Dans la cour de la maison : L’Unité du Très Miséricordieux avant les étapes de la rotation (Épisode Deux)
Alors que je faisais mes derniers pas menant à la cour de la Maison Sacrée de Dieu, à mes côtés se trouvait mon ami Muhammad, qui avait déjà accompli le Hajj et la Omra. Ce fut un privilège dont j’ai grandement bénéficié lors de ma première expérience. Que Dieu le récompense bien pour sa diligence, ainsi que pour les conseils et l’accompagnement qu’il a fournis dans les étapes importantes de ce voyage de dévotion unique.
J’avais besoin de m’arrêter un instant, de rassembler mon cœur, de vider ma poitrine des affaires du monde et de me libérer des soucis des familiarités de la vie, alors que j’allais faire le tour d’une maison attribuée à Dieu avec un honneur incomparable, un lieu auquel étaient attachés le cœur des anciens et des autres, et auquel les âmes des prophètes et des messagers étaient terrifiées, et qui était et est encore la destination des élus parmi les monothéistes.
Ce qui est certain et ce qui est souligné ici, c’est que, selon la vérité et l’honnêteté, l’intention de ce rassemblement n’a jamais été l’un des jours de Marduf Al-Mawassim, celui des pierres empilées ou du bâtiment spécial, mais plutôt le but ultime était Dieu seul, sans partenaire.
Enfin, le corps, préparé avec empressement et amour, avec un cœur dont la terreur précédait la flèche de la vue, s’enfonçait dans le tourbillon du courant de rotation.
Oh, combien grand était le torrent de la circumambulation, transportant dans son flux diverses races, avec des langues et des couleurs différentes, mais la voix forte – malgré les différences dans les langues de ses peuples et la couleur de son exécution – était unie dans le ton mélancolique de ses paroles et dans une supplication proverbiale qui était parfois chantée dans la bouche des pèlerins non arabes, et spontanément parmi les Arabes à d’autres moments, dans la nature du besoin et la sincérité de la pauvreté, même si la narration était rare.
Quelles merveilleuses étapes, rendues encore plus belles par ce sentiment de chaleur et de chaleur débordant des connotations de l’unité de cette nation liée à Dieu, une nation qui possède – si elle en est consciente – tous les éléments de pouvoir, et en sa possession tous les liens d’autonomisation et la plupart des raisons d’avancement.

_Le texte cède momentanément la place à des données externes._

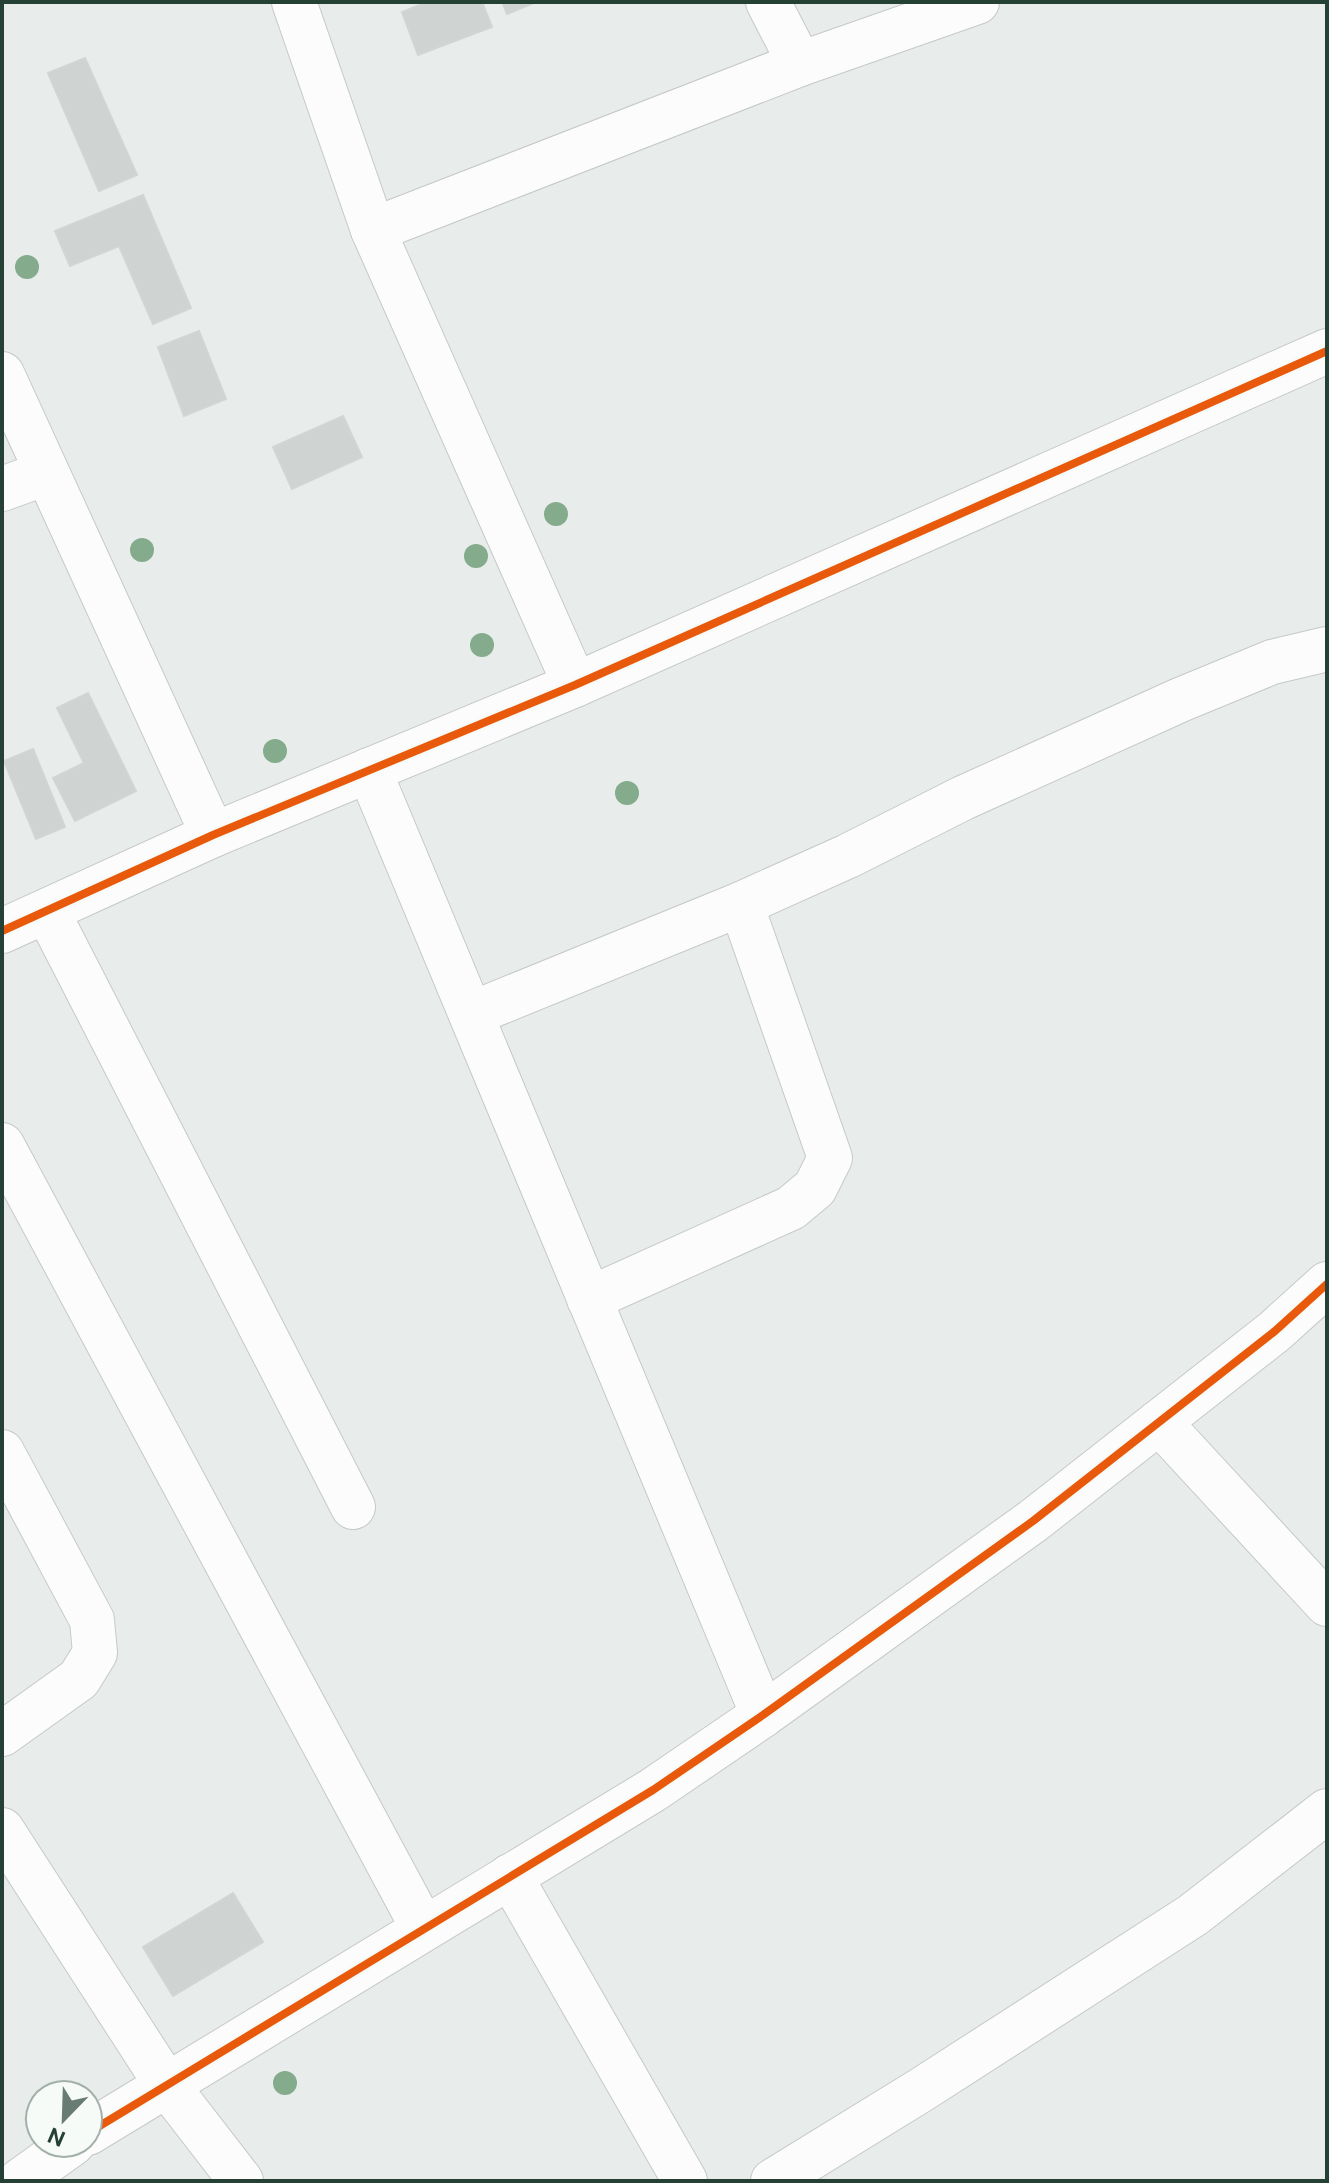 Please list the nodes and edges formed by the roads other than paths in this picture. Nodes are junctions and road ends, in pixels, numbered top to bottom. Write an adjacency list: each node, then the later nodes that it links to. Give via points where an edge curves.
1 (294, 2): 5 (street)
2 (768, 2): 4 (street)
3 (977, 2): 4 (street)
4 (800, 64): 5 (street)
5 (373, 230): 11 (street)
6 (1327, 351): 11 (street)
7 (2, 374): 8 (street)
8 (46, 473): 9 (street); 13 (street)
9 (2, 489)
10 (1327, 649): 14 (street, via 1272,662 1180,700)
11 (575, 685): 12 (street)
12 (369, 770): 13 (street); 17 (street)
13 (213, 835): 15 (street)
14 (741, 904): 17 (street); 20 (street, via 830,1158 815,1188 791,1208)
15 (47, 911): 16 (street); 23 (street)
16 (2, 931)
17 (471, 1014): 20 (street)
18 (2, 1145): 30 (street)
19 (1327, 1284): 21 (street)
20 (589, 1299): 25 (street)
21 (1159, 1422): 24 (street); 25 (street, via 1033,1521)
22 (2, 1452): 26 (street, via 92,1620 95,1653 79,1679)
23 (353, 1507)
24 (1327, 1604)
25 (763, 1715): 29 (street, via 653,1790)
26 (2, 1734)
27 (1327, 1811): 37 (street, via 1193,1915)
28 (2, 1830): 31 (street)
29 (510, 1876): 30 (street); 36 (street)
30 (423, 1928): 31 (street)
31 (166, 2084): 32 (street); 35 (street)
32 (104, 2123)
33 (51, 2159): 34 (street)
34 (20, 2181)
35 (241, 2181)
36 (685, 2181)
37 (773, 2181)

Pendant que je suis immergé dans ce processus béni et immergé dans ce bon chemin, je reconnais et vois la représentation de ce scarabée abrahamique, lorsque le maître de la maison a répondu à la supplication de son ami, faisant désirer le cœur des gens vers cet endroit aride, marécageux et désolé, sans récoltes, et puis bientôt ils se sont mis en voyage vers lui, de chaque ravin profond et de chaque colon atrophié, marin et volant…
Ainsi, la circumambulation n’était pas simplement le mouvement des pieds autour d’un bâtiment, mais plutôt le mouvement des sentiments dans le cœur, la levée de questions dans la conscience et l’effondrement des distances entre le serviteur et son Seigneur.
Et à chaque tour, certains des fardeaux de l’âme ont été soulevés et ont disparu, et une partie de l’insouciance a reculé sans s’arrêter ni revenir, jusqu’à ce qu’il me semble que je ne tournais pas seul, mais plutôt couvert, intercédant avec toute la biographie du monothéisme, depuis Abraham, que la paix soit sur lui, jusqu’à cette foule fluide, dont le flot de grandeur n’a pas cessé depuis la mission de Mahomet, que la paix et les bénédictions soient sur lui, et jusqu’à ce jour du les gens.
À ce stade, le voyage ne s’arrête pas, mais ses aspects les plus profonds commencent à se révéler, car la question rebelle n’est plus liée aux besoins du pèlerin : comment faire le tour du monde et quel chemin dois-je emprunter ?
L’enquête a plutôt commencé à s’imposer avec l’énoncé suivant : quel cœur dois-je sortir de cet endroit ?
C’est ce que révéleront les lignes du prochain chapitre dans le prochain épisode…
A suivre, si Dieu le veut
Mohamed Boukantar
Muhammad Bouqantar est né dans la ville de Salé en 1971. Il est diplômé de la Faculté de Droit pour l’année universitaire 96-97. Il est aujourd’hui superviseur du département de langue arabe dans un groupe d’écoles privées appelé Al-Aqsa.